Hurricane Tong
2014-Feb-18 14:08 UTC
[Xapian-devel] contribution to "Add more stemming algorithms"
Hi, I am trying to contribute to the "bite-site" project, "Add more stemming algorithms". I implement the Lancaster (Paice/Husk) stemming algorithm by building a class named StemLancaster extending the StemImplementation, with the guide in http://www.comp.lancs.ac.uk/computing/research/stemming/index.htm. I think this class can be added to the default API for the potential users who are interested in this algorithm. There is the source code, https://github.com/HurricaneTong/Xapian, would you like to give me some suggestions about the source code, and can this code be added to the source code of Xapian after necessary modifying ? Besides, I indexed about 5000 documents from wikipedia with Brass and Chert, and execute about 40000 single term search. With the brass database, it costs 5.66s, and with the chert database, it costs 5.57s, ( In virtual machine VBox ). it seems that brass is slower in this condition. ------------------ HurricaneTong,Second Year Undergraduate, School of Computer Science, Fudan University, China. -------------- next part -------------- An HTML attachment was scrubbed... URL: <http://lists.xapian.org/pipermail/xapian-devel/attachments/20140218/09c67db7/attachment-0002.html>
James Aylett
2014-Feb-18 14:32 UTC
[Xapian-devel] contribution to "Add more stemming algorithms"

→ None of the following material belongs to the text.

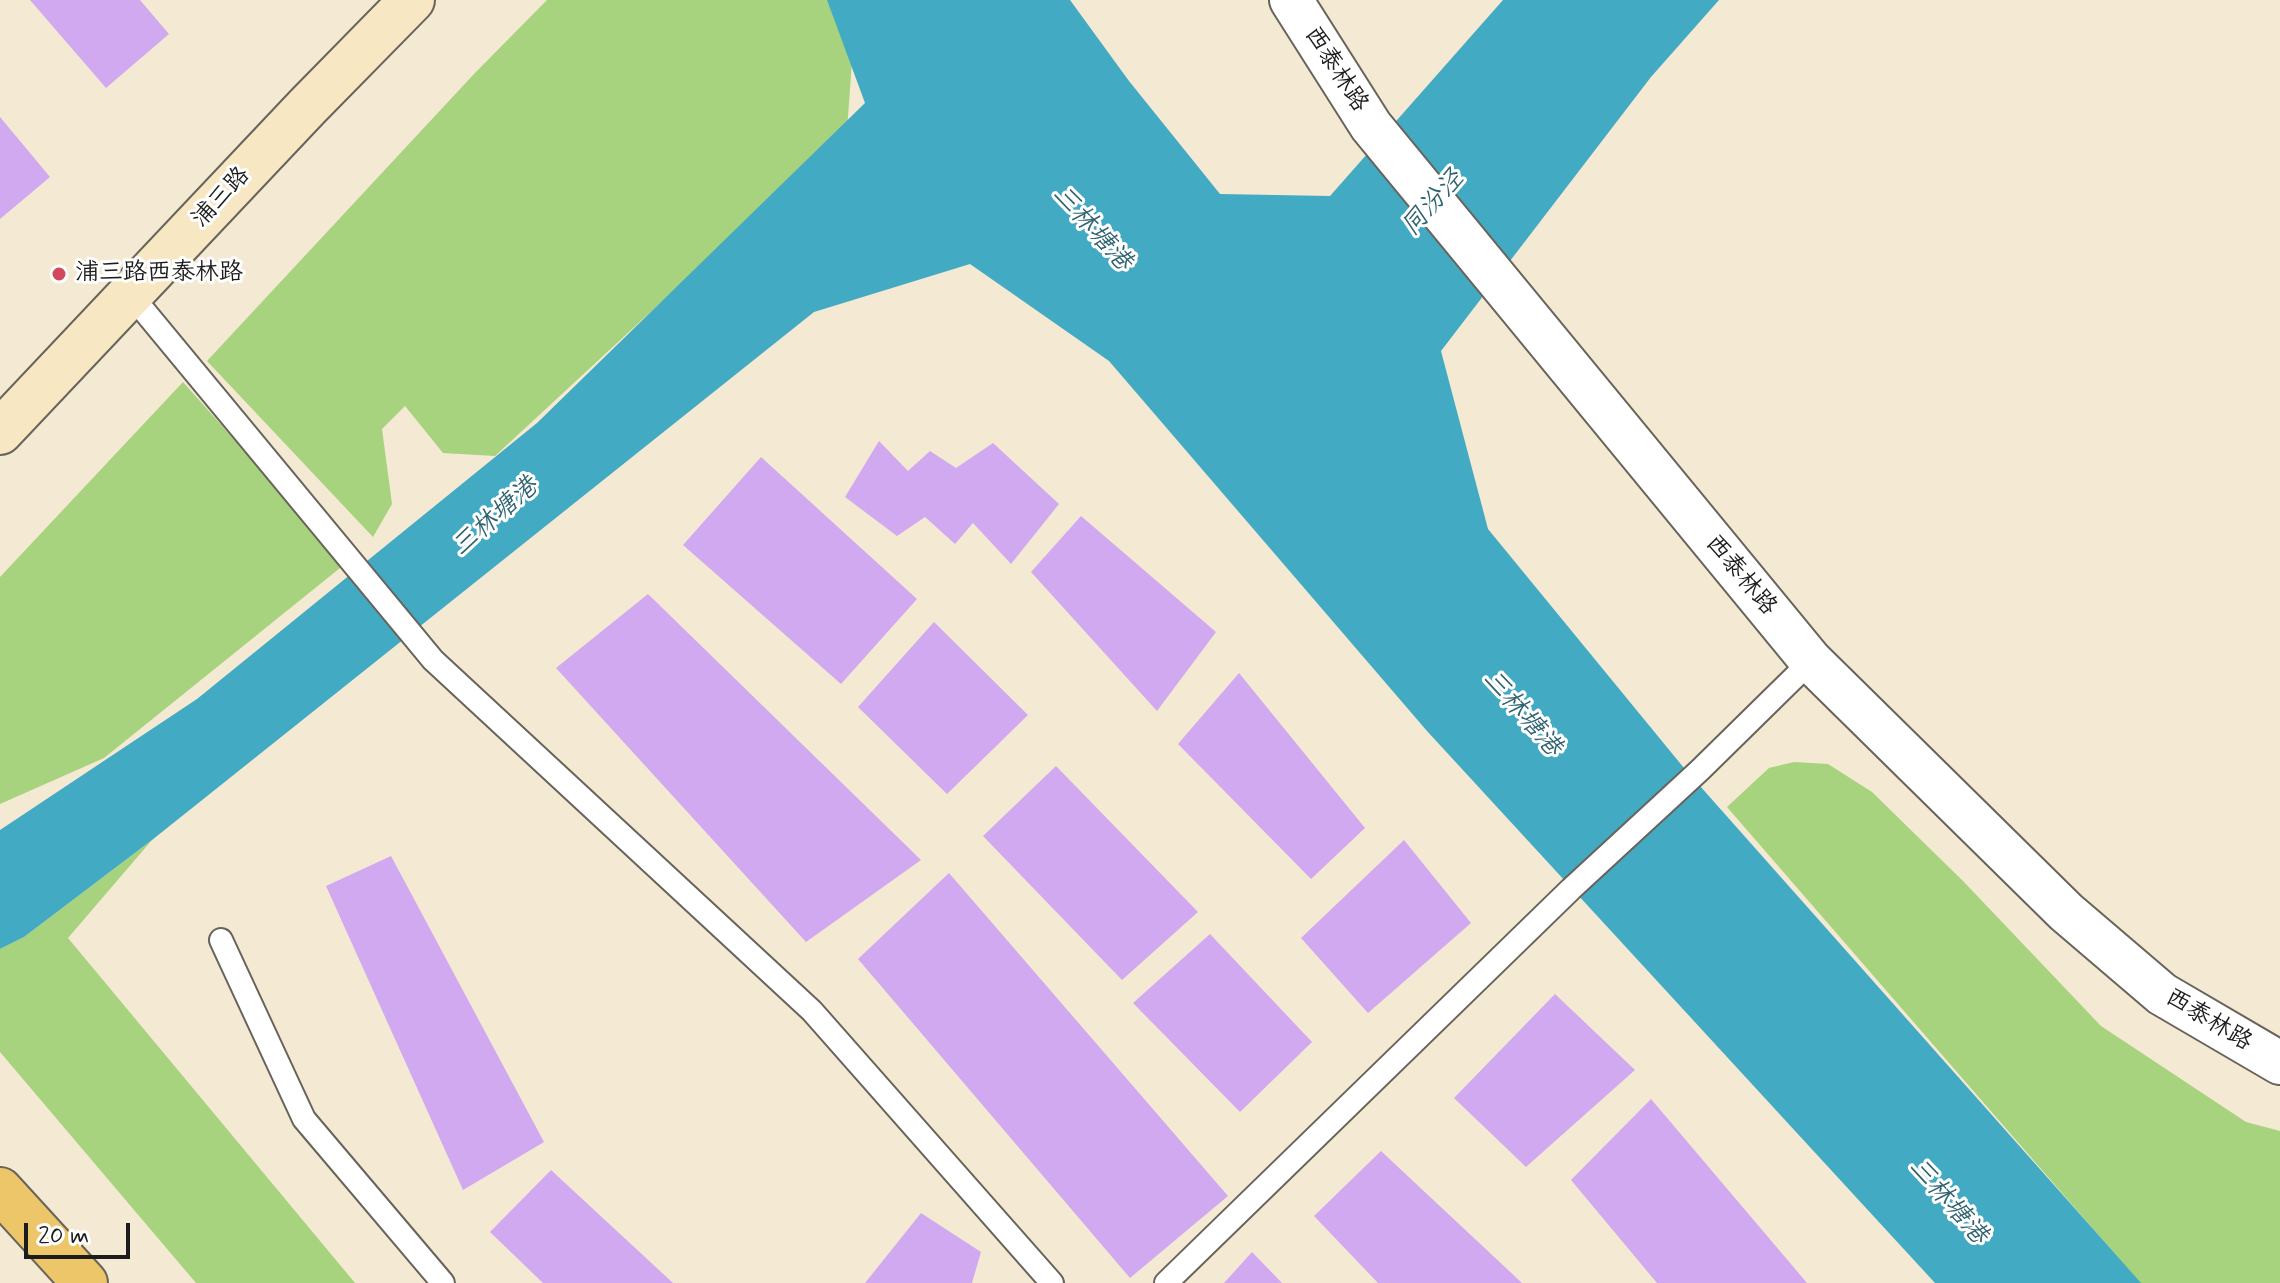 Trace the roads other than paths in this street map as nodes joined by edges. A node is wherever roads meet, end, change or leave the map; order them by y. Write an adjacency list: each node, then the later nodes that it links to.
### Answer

On 18 Feb 2014, at 14:08, "Hurricane Tong" <zhangshangtong.cpp at qq.com> wrote:> I am trying to contribute to the "bite-site" project, "Add more stemming algorithms". > I implement the Lancaster (Paice/Husk) stemming algorithm by building a class named StemLancaster extending > the StemImplementation, with the guide in http://www.comp.lancs.ac.uk/computing/research/stemming/index.htm. > I think this class can be added to the default API for the potential users who are interested in this algorithm.Hi, that sounds like a good approach to getting familiar with Xapian, the build system &c.> There is the source code, https://github.com/HurricaneTong/Xapian, would you like to give me some suggestions about the source code, and can this code be added to the source code of Xapian after necessary modifying ?Either this will want integrating into the Xapian codebase, or will need its own build system and tests. For something this size, I'd think that integrating it is reasonable. For this, you'll want to fork Xapian on github, integrate your code into it, and then issue a pull request (which provides ways for us to comment directly on the code line by line). Before you do that, please read: https://github.com/xapian/xapian/blob/master/xapian-core/HACKING which talks about coding style (there are some changes you'll want to make), licensing statements and other pieces that we like to see for submissions. Crucially, we don't want to merge changes that do not have supporting tests, or that are not documented. It looks like you have some API documentation for you code, but there will need to be something in docs/stemming.rst; tests should be added to tests/api_stem.cc and tests/stemtest.cc ? you want to ensure that constructing a Lancaster stemmer by name, such as Xapian::Stem st("lancaster"), will work, but also that running the stemmer produces the expected results. We do this for existing stemmers using xapian-data/stemming (which is used by tests/stemtest.cc); you'll need a word list and expected output, which the Lancaster stemmer may provide as a reference? Also check out <http://xapian.org/docs/tests.html>, which talks about how to write tests. J -- James Aylett, occasional trouble-maker xapian.org
Olly Betts
2014-Feb-18 22:41 UTC
[Xapian-devel] contribution to "Add more stemming algorithms"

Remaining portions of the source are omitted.